Collected data
—————
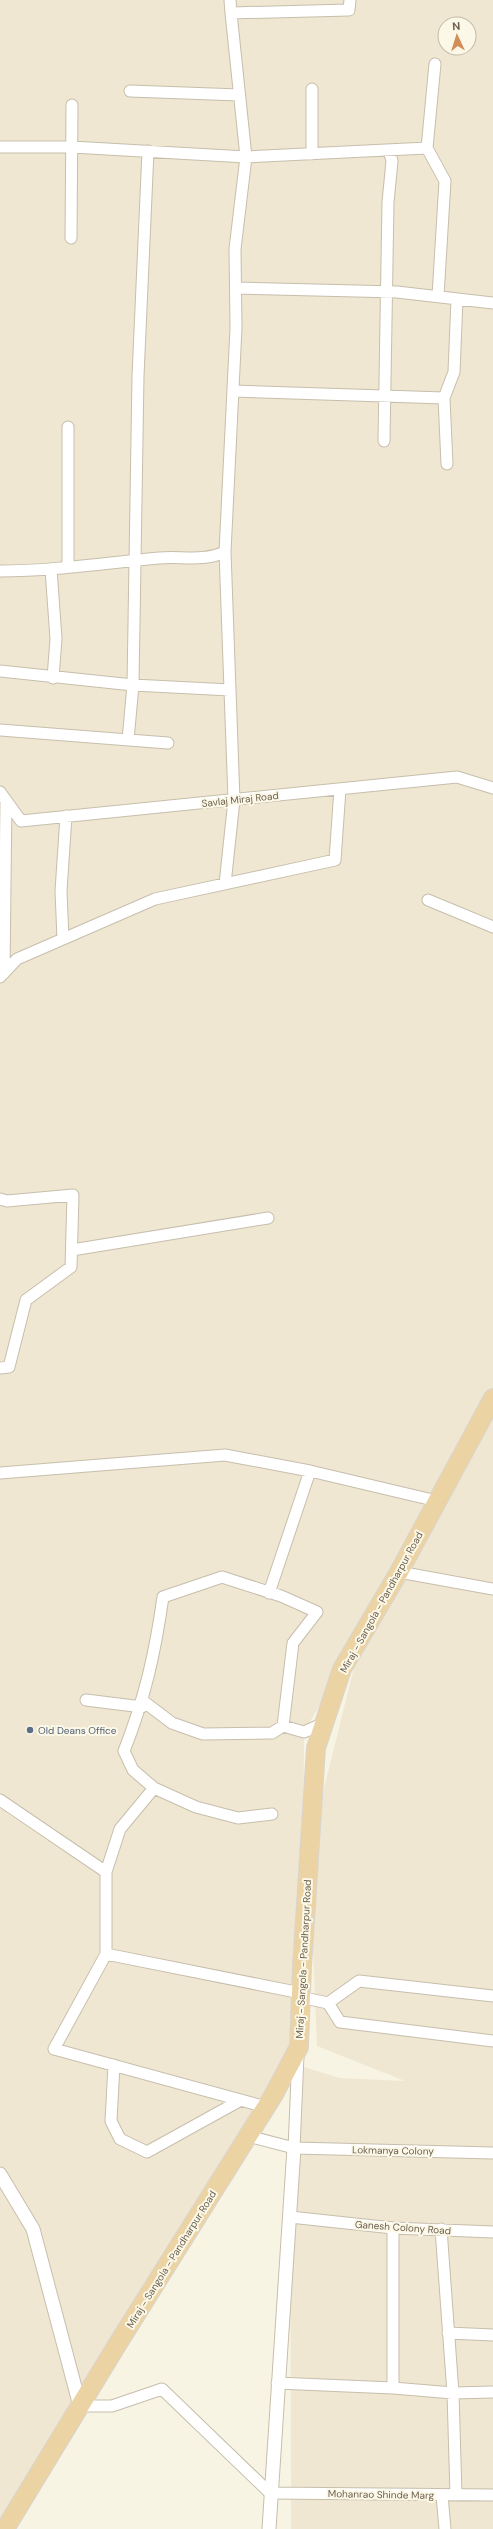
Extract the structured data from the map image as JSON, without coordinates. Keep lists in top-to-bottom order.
{
  "streets": {
    "highway": ["Miraj - Sangola - Pandharpur Road"],
    "street": [
      "Savlaj Miraj Road",
      "Lokmanya Colony",
      "Ganesh Colony Road",
      "Mohanrao Shinde Marg"
    ]
  },
  "crossings": [
    ["Miraj - Sangola - Pandharpur Road", "Lokmanya Colony"]
  ],
  "places": ["Old Deans Office"],
  "north": "top"
}
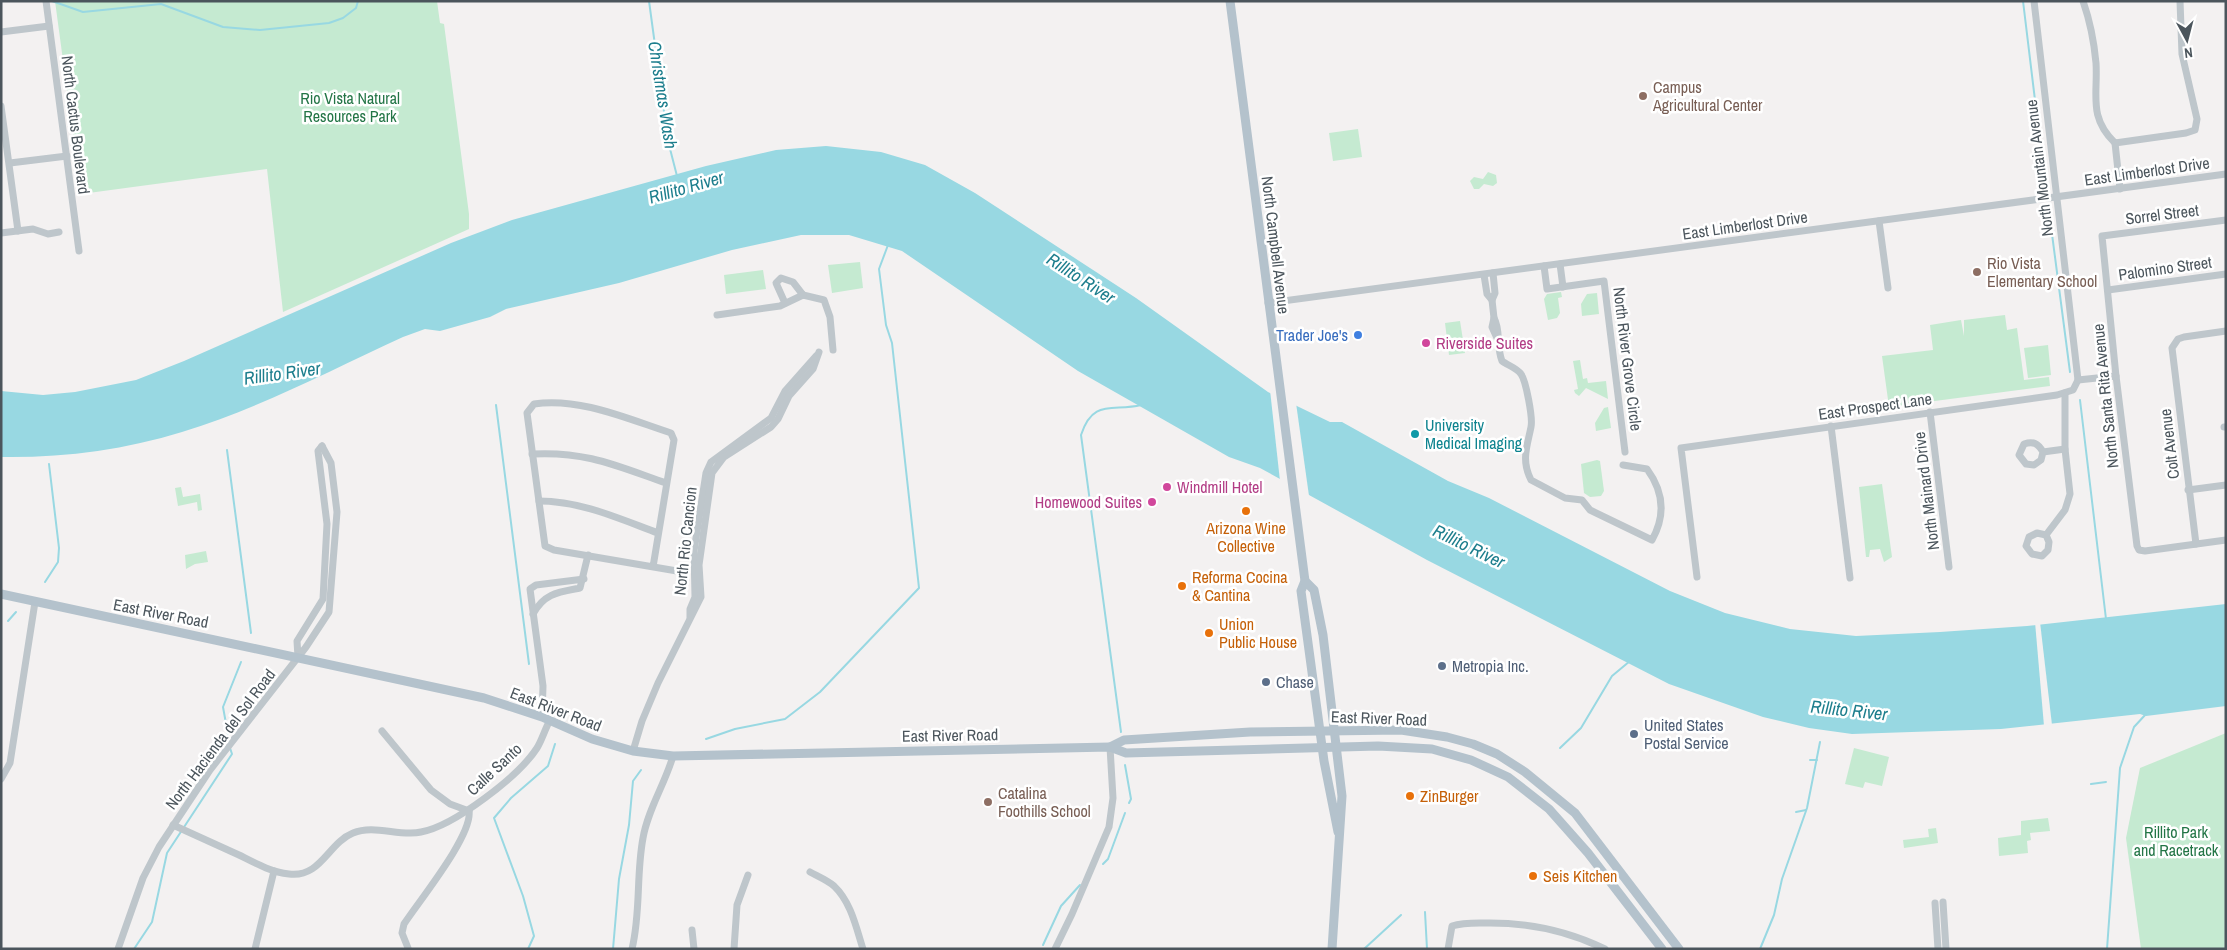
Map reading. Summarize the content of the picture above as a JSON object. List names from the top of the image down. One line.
—————
● Task brief: A verbatim copy of every entry above, with no pictures, is the expected output.

● Written solution:
Extract the structured data from the map image as JSON, without coordinates. Keep lists in top-to-bottom order.
{
  "streets": {
    "highway": ["Miraj - Sangola - Pandharpur Road"],
    "street": [
      "Savlaj Miraj Road",
      "Lokmanya Colony",
      "Ganesh Colony Road",
      "Mohanrao Shinde Marg"
    ]
  },
  "crossings": [
    ["Miraj - Sangola - Pandharpur Road", "Lokmanya Colony"]
  ],
  "places": ["Old Deans Office"],
  "north": "top"
}
Map reading. Summarize the content of the picture above as a JSON object. List names from the top of the image down. One line.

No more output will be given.